*** Opening Records for this task ***

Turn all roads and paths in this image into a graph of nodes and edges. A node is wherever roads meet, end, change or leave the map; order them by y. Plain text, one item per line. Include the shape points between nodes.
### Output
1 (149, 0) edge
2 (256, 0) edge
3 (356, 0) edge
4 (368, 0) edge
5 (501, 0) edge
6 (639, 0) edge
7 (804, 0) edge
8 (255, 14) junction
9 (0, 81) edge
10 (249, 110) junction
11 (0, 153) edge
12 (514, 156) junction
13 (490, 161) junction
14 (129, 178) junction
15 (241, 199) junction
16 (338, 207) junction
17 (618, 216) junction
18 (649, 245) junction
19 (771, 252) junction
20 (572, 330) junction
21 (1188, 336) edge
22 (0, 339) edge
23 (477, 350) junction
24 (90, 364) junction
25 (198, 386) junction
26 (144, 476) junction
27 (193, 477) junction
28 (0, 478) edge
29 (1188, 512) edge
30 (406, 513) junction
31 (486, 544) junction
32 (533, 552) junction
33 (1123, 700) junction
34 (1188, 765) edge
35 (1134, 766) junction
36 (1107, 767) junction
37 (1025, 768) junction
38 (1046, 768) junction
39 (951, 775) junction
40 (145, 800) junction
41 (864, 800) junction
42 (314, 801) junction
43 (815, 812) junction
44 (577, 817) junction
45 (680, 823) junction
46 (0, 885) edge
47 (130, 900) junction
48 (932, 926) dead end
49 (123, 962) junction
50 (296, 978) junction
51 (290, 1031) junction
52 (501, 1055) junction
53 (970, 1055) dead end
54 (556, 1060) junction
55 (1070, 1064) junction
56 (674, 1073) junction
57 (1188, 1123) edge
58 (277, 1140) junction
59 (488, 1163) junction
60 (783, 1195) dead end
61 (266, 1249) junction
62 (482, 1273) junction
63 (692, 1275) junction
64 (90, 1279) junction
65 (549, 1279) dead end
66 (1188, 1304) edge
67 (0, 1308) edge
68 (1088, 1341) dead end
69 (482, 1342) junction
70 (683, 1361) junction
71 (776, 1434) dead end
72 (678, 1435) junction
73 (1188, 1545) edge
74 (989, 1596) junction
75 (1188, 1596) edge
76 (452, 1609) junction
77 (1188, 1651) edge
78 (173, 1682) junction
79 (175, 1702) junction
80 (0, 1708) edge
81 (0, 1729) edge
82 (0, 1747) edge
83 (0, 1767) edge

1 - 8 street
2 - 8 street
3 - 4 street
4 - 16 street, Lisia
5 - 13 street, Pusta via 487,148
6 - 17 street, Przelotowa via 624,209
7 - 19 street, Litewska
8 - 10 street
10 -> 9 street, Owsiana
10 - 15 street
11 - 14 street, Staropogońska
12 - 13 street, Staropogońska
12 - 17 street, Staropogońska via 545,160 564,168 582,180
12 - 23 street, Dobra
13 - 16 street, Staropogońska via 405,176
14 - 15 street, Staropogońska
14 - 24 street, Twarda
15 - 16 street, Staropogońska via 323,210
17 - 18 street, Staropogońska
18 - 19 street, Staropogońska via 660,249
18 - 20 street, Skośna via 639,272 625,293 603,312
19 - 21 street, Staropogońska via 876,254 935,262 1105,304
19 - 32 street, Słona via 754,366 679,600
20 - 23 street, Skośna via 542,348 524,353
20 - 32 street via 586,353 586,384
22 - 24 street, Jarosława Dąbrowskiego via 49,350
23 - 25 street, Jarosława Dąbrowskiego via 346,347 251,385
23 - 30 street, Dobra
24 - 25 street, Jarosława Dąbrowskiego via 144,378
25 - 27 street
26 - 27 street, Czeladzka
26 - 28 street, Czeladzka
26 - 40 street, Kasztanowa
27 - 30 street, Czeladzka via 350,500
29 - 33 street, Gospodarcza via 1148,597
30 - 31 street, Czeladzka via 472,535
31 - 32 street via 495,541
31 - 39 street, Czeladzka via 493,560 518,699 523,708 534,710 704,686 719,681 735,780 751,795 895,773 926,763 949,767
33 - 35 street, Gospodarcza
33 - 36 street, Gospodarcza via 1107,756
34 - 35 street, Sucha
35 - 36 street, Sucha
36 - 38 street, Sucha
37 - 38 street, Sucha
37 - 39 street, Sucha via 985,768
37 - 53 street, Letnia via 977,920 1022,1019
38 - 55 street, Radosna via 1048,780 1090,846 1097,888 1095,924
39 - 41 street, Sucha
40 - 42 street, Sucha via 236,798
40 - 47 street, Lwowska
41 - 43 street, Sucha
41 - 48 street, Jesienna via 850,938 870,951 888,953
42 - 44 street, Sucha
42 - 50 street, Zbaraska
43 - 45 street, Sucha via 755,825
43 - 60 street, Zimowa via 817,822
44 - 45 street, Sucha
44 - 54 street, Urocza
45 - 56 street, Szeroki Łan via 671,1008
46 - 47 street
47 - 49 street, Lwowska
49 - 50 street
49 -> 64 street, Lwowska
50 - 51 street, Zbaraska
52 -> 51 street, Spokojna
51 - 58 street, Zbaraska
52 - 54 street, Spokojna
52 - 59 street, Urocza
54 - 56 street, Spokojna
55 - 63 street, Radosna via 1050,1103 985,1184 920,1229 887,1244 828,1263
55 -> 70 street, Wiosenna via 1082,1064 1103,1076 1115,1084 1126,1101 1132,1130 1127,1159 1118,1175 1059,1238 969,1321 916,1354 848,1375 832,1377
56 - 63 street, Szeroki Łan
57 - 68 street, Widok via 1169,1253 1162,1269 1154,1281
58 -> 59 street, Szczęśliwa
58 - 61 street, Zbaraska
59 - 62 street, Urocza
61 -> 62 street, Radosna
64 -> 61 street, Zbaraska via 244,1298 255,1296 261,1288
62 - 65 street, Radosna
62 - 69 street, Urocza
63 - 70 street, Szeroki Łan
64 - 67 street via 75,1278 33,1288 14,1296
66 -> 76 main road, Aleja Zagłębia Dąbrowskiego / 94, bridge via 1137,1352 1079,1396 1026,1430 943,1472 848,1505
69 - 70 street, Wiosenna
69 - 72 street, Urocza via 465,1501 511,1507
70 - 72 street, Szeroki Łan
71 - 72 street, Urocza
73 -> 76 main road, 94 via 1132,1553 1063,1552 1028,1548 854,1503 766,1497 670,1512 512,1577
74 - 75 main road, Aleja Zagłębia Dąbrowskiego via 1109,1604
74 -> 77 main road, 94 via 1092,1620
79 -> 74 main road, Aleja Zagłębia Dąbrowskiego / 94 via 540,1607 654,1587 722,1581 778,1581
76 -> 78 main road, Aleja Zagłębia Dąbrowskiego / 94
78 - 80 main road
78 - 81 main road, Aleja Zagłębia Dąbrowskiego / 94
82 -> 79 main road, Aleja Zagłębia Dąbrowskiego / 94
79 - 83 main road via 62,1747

*** Closing Records for this task ***

• _Aim of the exercise_: Every entry above should be transcribed exactly and in full.

• _Exercise result_:
Turn all roads and paths in this image into a graph of nodes and edges. A node is wherever roads meet, end, change or leave the map; order them by y. Plain text, one item per line. Include the shape points between nodes.
### Output
1 (149, 0) edge
2 (256, 0) edge
3 (356, 0) edge
4 (368, 0) edge
5 (501, 0) edge
6 (639, 0) edge
7 (804, 0) edge
8 (255, 14) junction
9 (0, 81) edge
10 (249, 110) junction
11 (0, 153) edge
12 (514, 156) junction
13 (490, 161) junction
14 (129, 178) junction
15 (241, 199) junction
16 (338, 207) junction
17 (618, 216) junction
18 (649, 245) junction
19 (771, 252) junction
20 (572, 330) junction
21 (1188, 336) edge
22 (0, 339) edge
23 (477, 350) junction
24 (90, 364) junction
25 (198, 386) junction
26 (144, 476) junction
27 (193, 477) junction
28 (0, 478) edge
29 (1188, 512) edge
30 (406, 513) junction
31 (486, 544) junction
32 (533, 552) junction
33 (1123, 700) junction
34 (1188, 765) edge
35 (1134, 766) junction
36 (1107, 767) junction
37 (1025, 768) junction
38 (1046, 768) junction
39 (951, 775) junction
40 (145, 800) junction
41 (864, 800) junction
42 (314, 801) junction
43 (815, 812) junction
44 (577, 817) junction
45 (680, 823) junction
46 (0, 885) edge
47 (130, 900) junction
48 (932, 926) dead end
49 (123, 962) junction
50 (296, 978) junction
51 (290, 1031) junction
52 (501, 1055) junction
53 (970, 1055) dead end
54 (556, 1060) junction
55 (1070, 1064) junction
56 (674, 1073) junction
57 (1188, 1123) edge
58 (277, 1140) junction
59 (488, 1163) junction
60 (783, 1195) dead end
61 (266, 1249) junction
62 (482, 1273) junction
63 (692, 1275) junction
64 (90, 1279) junction
65 (549, 1279) dead end
66 (1188, 1304) edge
67 (0, 1308) edge
68 (1088, 1341) dead end
69 (482, 1342) junction
70 (683, 1361) junction
71 (776, 1434) dead end
72 (678, 1435) junction
73 (1188, 1545) edge
74 (989, 1596) junction
75 (1188, 1596) edge
76 (452, 1609) junction
77 (1188, 1651) edge
78 (173, 1682) junction
79 (175, 1702) junction
80 (0, 1708) edge
81 (0, 1729) edge
82 (0, 1747) edge
83 (0, 1767) edge

1 - 8 street
2 - 8 street
3 - 4 street
4 - 16 street, Lisia
5 - 13 street, Pusta via 487,148
6 - 17 street, Przelotowa via 624,209
7 - 19 street, Litewska
8 - 10 street
10 -> 9 street, Owsiana
10 - 15 street
11 - 14 street, Staropogońska
12 - 13 street, Staropogońska
12 - 17 street, Staropogońska via 545,160 564,168 582,180
12 - 23 street, Dobra
13 - 16 street, Staropogońska via 405,176
14 - 15 street, Staropogońska
14 - 24 street, Twarda
15 - 16 street, Staropogońska via 323,210
17 - 18 street, Staropogońska
18 - 19 street, Staropogońska via 660,249
18 - 20 street, Skośna via 639,272 625,293 603,312
19 - 21 street, Staropogońska via 876,254 935,262 1105,304
19 - 32 street, Słona via 754,366 679,600
20 - 23 street, Skośna via 542,348 524,353
20 - 32 street via 586,353 586,384
22 - 24 street, Jarosława Dąbrowskiego via 49,350
23 - 25 street, Jarosława Dąbrowskiego via 346,347 251,385
23 - 30 street, Dobra
24 - 25 street, Jarosława Dąbrowskiego via 144,378
25 - 27 street
26 - 27 street, Czeladzka
26 - 28 street, Czeladzka
26 - 40 street, Kasztanowa
27 - 30 street, Czeladzka via 350,500
29 - 33 street, Gospodarcza via 1148,597
30 - 31 street, Czeladzka via 472,535
31 - 32 street via 495,541
31 - 39 street, Czeladzka via 493,560 518,699 523,708 534,710 704,686 719,681 735,780 751,795 895,773 926,763 949,767
33 - 35 street, Gospodarcza
33 - 36 street, Gospodarcza via 1107,756
34 - 35 street, Sucha
35 - 36 street, Sucha
36 - 38 street, Sucha
37 - 38 street, Sucha
37 - 39 street, Sucha via 985,768
37 - 53 street, Letnia via 977,920 1022,1019
38 - 55 street, Radosna via 1048,780 1090,846 1097,888 1095,924
39 - 41 street, Sucha
40 - 42 street, Sucha via 236,798
40 - 47 street, Lwowska
41 - 43 street, Sucha
41 - 48 street, Jesienna via 850,938 870,951 888,953
42 - 44 street, Sucha
42 - 50 street, Zbaraska
43 - 45 street, Sucha via 755,825
43 - 60 street, Zimowa via 817,822
44 - 45 street, Sucha
44 - 54 street, Urocza
45 - 56 street, Szeroki Łan via 671,1008
46 - 47 street
47 - 49 street, Lwowska
49 - 50 street
49 -> 64 street, Lwowska
50 - 51 street, Zbaraska
52 -> 51 street, Spokojna
51 - 58 street, Zbaraska
52 - 54 street, Spokojna
52 - 59 street, Urocza
54 - 56 street, Spokojna
55 - 63 street, Radosna via 1050,1103 985,1184 920,1229 887,1244 828,1263
55 -> 70 street, Wiosenna via 1082,1064 1103,1076 1115,1084 1126,1101 1132,1130 1127,1159 1118,1175 1059,1238 969,1321 916,1354 848,1375 832,1377
56 - 63 street, Szeroki Łan
57 - 68 street, Widok via 1169,1253 1162,1269 1154,1281
58 -> 59 street, Szczęśliwa
58 - 61 street, Zbaraska
59 - 62 street, Urocza
61 -> 62 street, Radosna
64 -> 61 street, Zbaraska via 244,1298 255,1296 261,1288
62 - 65 street, Radosna
62 - 69 street, Urocza
63 - 70 street, Szeroki Łan
64 - 67 street via 75,1278 33,1288 14,1296
66 -> 76 main road, Aleja Zagłębia Dąbrowskiego / 94, bridge via 1137,1352 1079,1396 1026,1430 943,1472 848,1505
69 - 70 street, Wiosenna
69 - 72 street, Urocza via 465,1501 511,1507
70 - 72 street, Szeroki Łan
71 - 72 street, Urocza
73 -> 76 main road, 94 via 1132,1553 1063,1552 1028,1548 854,1503 766,1497 670,1512 512,1577
74 - 75 main road, Aleja Zagłębia Dąbrowskiego via 1109,1604
74 -> 77 main road, 94 via 1092,1620
79 -> 74 main road, Aleja Zagłębia Dąbrowskiego / 94 via 540,1607 654,1587 722,1581 778,1581
76 -> 78 main road, Aleja Zagłębia Dąbrowskiego / 94
78 - 80 main road
78 - 81 main road, Aleja Zagłębia Dąbrowskiego / 94
82 -> 79 main road, Aleja Zagłębia Dąbrowskiego / 94
79 - 83 main road via 62,1747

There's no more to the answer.